We found that yellowish spots or streaks were the most common findings on color fundus photographs of CHM carriers. Without the assistance of FAF imaging, some carriers may be misdiagnosed with dry age-related macular degeneration owing to the presence of yellowish drusen-like spots in the retina. In female carriers with severe phenotypes, the predominant localization of chorioretinal atrophy in the posterior pole can lead to diagnostic confusion with macular dystrophy. These findings highlight the critical diagnostic considerations that require careful attention and differentiation by ophthalmologists to prevent misdiagnosis and underdiagnosis, particularly in carriers without a definitive family history of CHM.
We highlight some of the study’s limitations. First, owing to its retrospective design, the findings are subject to inherent biases related to participant selection and data collection, and some clinical records were incomplete. Second, longitudinal data were available only for a proportion of carriers, and the follow-up period was relatively short. Third, the clinical assessment parameters were relatively limited; the lack of comprehensive multimodal imaging and functional evaluations, such as OCT, adaptive optics, microperimetry, and LLVA, restricted the depth of structural and functional analyses. Such additional assessments would provide deeper insight into disease mechanisms and assist in validating the proposed grading system. These limitations highlight the need for future prospective longitudinal studies incorporating more sensitive clinical indicators to further validate and extend the present findings.
Conclusions
We proposed and validated a novel, clinically practical fundus grading system in the largest cohort of CHM carriers with a wide range of disease severities. This system demonstrated strong prognostic value and potential utility in routine monitoring and clinical trial design.

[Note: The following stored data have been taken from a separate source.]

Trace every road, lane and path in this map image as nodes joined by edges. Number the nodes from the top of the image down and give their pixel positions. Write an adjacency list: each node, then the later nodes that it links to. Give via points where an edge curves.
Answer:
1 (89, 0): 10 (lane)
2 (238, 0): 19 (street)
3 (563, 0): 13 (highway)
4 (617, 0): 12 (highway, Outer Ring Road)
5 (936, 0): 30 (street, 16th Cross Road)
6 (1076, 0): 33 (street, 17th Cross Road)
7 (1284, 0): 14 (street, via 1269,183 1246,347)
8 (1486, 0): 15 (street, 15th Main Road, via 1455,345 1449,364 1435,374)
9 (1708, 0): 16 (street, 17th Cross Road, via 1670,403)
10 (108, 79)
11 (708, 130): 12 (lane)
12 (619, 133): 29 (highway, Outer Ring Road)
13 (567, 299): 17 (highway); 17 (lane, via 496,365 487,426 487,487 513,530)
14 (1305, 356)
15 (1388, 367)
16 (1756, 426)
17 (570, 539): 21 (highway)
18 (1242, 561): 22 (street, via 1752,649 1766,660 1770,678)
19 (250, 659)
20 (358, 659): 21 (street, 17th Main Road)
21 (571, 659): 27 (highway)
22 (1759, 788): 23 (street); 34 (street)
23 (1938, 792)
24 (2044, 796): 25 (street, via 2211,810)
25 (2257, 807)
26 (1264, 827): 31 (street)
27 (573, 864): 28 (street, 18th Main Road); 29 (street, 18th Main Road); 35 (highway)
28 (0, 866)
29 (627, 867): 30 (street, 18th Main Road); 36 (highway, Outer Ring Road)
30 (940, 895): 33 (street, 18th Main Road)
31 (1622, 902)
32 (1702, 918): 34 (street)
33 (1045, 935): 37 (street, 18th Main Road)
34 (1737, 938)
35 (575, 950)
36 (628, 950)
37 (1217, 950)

Notably, our findings revealed that the phenotypic subtype at baseline, rather than age or genotype, best predicts disease trajectory, highlighting the value of phenotype-based stratification in this population. Our data further suggest that the granular type remains stable over time, whereas the other types show progressive degeneration, with each of these three types showing a progressively faster rate of deterioration. Based on these findings, we recommend that female carriers with these progressive phenotypes receive more intensive follow-up and be considered eligible for future interventions.